_Problem description_
Whenever a line of the data below holds the string "柳川筑後線", copy that line.

[Opening Supplied material section]

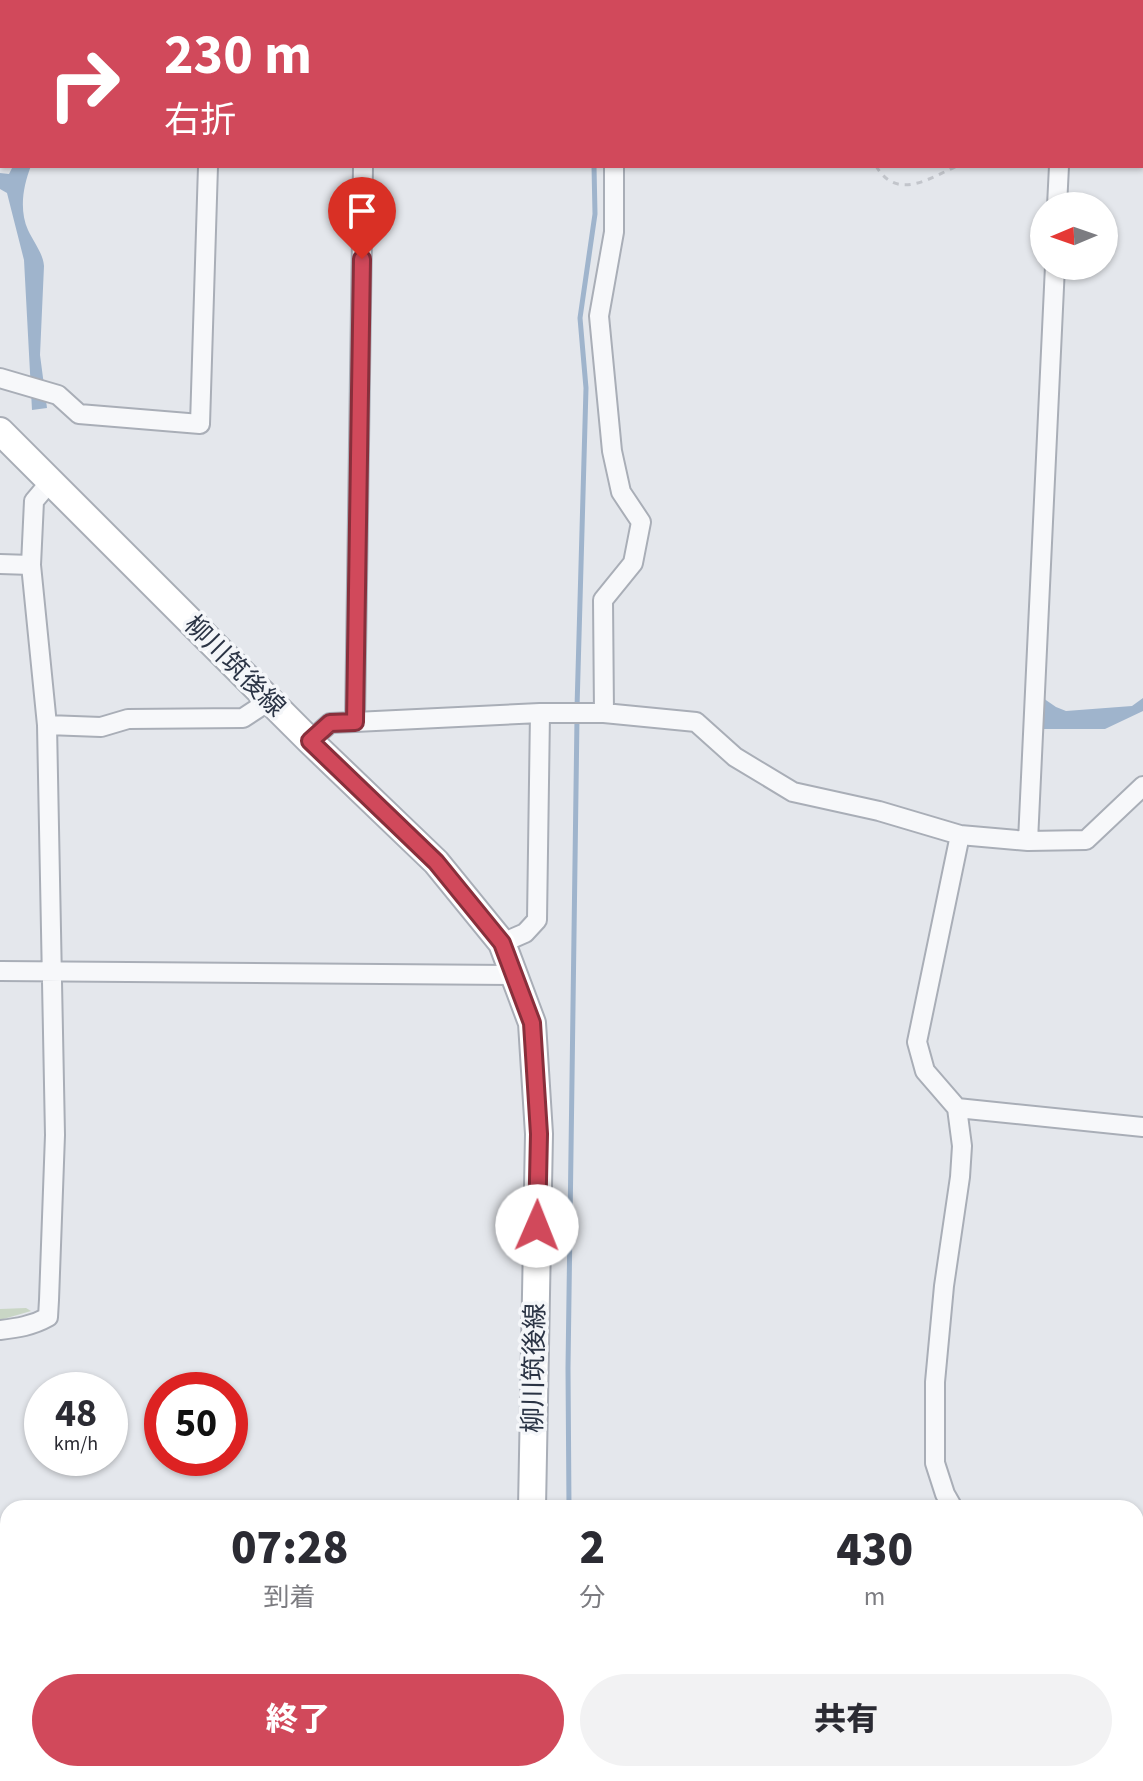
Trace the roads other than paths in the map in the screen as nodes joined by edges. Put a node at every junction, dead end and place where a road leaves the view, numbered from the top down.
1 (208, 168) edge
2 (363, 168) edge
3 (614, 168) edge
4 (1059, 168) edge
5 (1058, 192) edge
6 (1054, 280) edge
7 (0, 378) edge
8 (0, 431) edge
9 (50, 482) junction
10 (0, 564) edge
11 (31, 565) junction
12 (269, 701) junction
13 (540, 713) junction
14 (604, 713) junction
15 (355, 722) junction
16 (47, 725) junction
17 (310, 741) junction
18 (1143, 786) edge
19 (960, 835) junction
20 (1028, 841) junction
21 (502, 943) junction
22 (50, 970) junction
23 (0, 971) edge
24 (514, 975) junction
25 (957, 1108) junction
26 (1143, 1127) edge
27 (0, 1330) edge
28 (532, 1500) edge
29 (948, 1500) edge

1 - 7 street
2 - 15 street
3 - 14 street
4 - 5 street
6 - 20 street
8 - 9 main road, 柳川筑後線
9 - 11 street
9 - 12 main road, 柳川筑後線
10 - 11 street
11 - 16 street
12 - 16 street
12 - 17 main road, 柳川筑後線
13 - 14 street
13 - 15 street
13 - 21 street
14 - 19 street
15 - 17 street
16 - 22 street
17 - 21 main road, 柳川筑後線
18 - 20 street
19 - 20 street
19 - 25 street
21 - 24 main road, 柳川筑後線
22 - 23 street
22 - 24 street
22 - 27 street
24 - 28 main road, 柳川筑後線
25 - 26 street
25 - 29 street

[Closing Supplied material section]

_Output for this exercise_
8 - 9 main road, 柳川筑後線
9 - 12 main road, 柳川筑後線
12 - 17 main road, 柳川筑後線
17 - 21 main road, 柳川筑後線
21 - 24 main road, 柳川筑後線
24 - 28 main road, 柳川筑後線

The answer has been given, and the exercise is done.